Wrong: Assuming CCPA only applies to California-based businesses

Businesses headquartered outside California frequently assume the law does not reach them. CCPA applies to any for-profit meeting thresholds that processes California residents' data, regardless of location. [src5]

Correct: Apply CCPA based on data processing, not business location

Determine applicability by checking California resident data processing and thresholds. Headquarters location is irrelevant. [src1]

Wrong: Treating "sharing" the same as pre-CPRA "selling"

Under CPRA, "sharing" for cross-context behavioral advertising is separately regulated. Many businesses miss this expanded scope that pulled hundreds of thousands of companies into compliance. [src3]

Correct: Audit all data flows for both "sale" and "sharing" under CPRA definitions

Map every third-party data flow including ad-tech and analytics. Any cross-context behavioral advertising constitutes "sharing" requiring opt-out mechanisms. [src1]

Wrong: Silent opt-out processing without visible confirmation

Before January 2026, silent processing sufficed. The new regulations mandate visible confirmation signals. Failure to display confirmation is a per-violation offense. [src2]
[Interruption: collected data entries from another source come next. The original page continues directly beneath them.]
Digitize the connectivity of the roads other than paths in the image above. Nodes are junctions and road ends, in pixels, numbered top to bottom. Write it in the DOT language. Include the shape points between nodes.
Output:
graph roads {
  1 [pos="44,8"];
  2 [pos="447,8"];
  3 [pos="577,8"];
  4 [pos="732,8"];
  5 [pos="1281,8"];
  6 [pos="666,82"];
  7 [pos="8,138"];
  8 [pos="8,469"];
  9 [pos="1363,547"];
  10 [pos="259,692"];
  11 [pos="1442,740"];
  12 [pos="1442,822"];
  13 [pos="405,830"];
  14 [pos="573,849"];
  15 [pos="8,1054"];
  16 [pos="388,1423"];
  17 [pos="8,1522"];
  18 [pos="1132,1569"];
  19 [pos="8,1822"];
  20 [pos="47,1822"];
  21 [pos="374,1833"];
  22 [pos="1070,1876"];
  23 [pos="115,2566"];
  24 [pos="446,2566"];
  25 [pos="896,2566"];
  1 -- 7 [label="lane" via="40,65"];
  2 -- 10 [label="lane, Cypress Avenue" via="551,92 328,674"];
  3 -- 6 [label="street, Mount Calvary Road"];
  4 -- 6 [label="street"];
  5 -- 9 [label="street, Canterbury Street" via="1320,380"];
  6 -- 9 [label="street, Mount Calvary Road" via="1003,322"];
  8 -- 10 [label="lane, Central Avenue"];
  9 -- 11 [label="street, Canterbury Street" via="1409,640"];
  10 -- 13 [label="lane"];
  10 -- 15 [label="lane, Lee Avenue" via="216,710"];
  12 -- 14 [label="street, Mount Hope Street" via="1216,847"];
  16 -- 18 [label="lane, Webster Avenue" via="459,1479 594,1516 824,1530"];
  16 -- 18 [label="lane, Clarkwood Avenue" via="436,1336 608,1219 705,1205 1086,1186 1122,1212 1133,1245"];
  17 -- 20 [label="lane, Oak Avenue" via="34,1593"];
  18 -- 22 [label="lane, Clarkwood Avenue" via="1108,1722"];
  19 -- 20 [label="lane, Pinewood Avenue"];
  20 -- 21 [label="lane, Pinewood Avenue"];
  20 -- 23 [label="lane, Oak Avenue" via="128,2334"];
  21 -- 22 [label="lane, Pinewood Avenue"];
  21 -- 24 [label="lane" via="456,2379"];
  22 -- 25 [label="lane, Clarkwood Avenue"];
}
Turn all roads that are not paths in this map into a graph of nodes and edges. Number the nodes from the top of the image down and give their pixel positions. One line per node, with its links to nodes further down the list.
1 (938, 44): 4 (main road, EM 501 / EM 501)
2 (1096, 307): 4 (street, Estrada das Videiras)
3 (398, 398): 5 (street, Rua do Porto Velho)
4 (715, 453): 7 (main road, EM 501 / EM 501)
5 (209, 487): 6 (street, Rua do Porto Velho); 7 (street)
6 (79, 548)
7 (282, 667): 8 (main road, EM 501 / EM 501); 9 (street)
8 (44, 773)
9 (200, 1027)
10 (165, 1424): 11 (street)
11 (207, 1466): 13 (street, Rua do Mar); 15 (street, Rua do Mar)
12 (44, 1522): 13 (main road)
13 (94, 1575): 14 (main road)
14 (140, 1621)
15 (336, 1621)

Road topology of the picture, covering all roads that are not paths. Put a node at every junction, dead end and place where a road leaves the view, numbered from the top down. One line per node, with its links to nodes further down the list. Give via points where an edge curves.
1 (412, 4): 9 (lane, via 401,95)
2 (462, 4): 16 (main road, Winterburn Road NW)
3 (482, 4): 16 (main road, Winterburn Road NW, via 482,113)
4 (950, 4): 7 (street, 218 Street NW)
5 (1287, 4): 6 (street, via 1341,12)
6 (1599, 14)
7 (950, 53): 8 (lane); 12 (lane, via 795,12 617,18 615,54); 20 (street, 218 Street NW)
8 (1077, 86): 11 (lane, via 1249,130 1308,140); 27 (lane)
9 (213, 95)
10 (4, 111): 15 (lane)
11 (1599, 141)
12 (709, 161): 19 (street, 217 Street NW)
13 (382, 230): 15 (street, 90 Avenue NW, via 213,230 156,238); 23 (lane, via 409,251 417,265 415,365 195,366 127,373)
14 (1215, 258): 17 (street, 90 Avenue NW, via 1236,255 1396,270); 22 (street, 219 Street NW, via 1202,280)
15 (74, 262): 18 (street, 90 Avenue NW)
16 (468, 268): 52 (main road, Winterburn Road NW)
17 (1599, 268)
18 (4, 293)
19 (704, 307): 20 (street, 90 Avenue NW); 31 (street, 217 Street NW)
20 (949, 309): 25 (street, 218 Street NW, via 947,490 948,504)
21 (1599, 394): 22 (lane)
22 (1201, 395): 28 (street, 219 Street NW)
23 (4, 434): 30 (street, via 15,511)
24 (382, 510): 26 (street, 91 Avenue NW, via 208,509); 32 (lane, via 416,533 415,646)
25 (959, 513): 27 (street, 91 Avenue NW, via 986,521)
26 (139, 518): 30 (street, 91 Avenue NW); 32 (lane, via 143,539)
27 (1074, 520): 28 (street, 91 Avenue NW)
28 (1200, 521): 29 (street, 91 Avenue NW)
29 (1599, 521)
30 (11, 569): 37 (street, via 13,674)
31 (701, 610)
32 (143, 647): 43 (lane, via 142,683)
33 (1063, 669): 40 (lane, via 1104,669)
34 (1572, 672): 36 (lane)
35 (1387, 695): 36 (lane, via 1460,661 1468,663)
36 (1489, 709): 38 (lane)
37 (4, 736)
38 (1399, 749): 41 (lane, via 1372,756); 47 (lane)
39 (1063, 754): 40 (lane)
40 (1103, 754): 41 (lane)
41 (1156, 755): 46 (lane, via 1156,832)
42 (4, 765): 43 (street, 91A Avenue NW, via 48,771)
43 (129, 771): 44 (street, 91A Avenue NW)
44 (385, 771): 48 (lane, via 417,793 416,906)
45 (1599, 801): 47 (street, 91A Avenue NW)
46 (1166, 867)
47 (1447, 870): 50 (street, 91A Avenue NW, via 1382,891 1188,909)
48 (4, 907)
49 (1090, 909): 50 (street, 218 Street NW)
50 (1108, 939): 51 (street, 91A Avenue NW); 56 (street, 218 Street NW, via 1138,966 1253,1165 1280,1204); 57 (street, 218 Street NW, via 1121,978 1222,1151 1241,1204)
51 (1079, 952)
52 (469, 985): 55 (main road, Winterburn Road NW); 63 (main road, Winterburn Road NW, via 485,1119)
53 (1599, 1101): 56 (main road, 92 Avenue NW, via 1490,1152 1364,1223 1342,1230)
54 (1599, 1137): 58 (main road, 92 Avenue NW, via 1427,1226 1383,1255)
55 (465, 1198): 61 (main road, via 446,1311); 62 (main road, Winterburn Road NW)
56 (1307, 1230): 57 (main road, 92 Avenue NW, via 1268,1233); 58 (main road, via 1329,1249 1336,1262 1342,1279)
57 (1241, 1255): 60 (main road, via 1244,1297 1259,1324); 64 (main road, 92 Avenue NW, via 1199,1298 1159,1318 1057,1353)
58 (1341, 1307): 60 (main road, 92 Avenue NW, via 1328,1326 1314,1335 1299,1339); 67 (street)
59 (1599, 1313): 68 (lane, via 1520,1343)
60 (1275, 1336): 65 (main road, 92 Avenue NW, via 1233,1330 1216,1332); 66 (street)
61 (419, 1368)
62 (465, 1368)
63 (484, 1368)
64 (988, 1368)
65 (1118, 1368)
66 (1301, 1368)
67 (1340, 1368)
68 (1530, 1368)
Correct: Display visible "Opt-Out Request Honored" confirmation

Implement toggles, badges, or messages that clearly confirm to consumers their opt-out has been processed and honored. [src2]

Counter-Arguments

• The threshold-based applicability creates a compliance cliff where businesses just below thresholds have no obligations, while those just above face full compliance costs. [src5]
• CCPA's sector-specific exemptions (HIPAA, GLBA) create complex overlap analysis that increases legal costs without clear consumer benefit. [src4]
• The per-violation penalty structure without a reasonable cap can lead to disproportionate exposure for technical violations affecting millions of users. [src3]

Common Misconceptions

Misconception: CCPA is essentially the same as GDPR, so GDPR compliance means CCPA compliance.
Reality: GDPR is opt-in requiring a legal basis; CCPA/CPRA is opt-out with Do Not Sell/Share requirements. Complying with one does not satisfy the other. [src4]

Misconception: CCPA only applies to large tech companies.
Reality: Any for-profit meeting any single threshold is covered. CPRA's "sharing" definition pulled in mid-size e-commerce and media businesses. [src3]

Misconception: The revenue threshold is based on California revenue only.
Reality: The $26.625M threshold is based on annual gross revenue from all sources worldwide, not just California operations. [src1]

Misconception: CCPA does not have a private right of action.
Reality: Consumers have a private right of action for data breaches resulting from failure to implement reasonable security measures (Cal. Civ. Code 1798.150). [src1]

Comparison with Similar Rules

When This Matters

Fetch this when a user asks about California privacy law, CCPA or CPRA compliance requirements, consumer data rights for California residents, or whether a business meets CCPA applicability thresholds.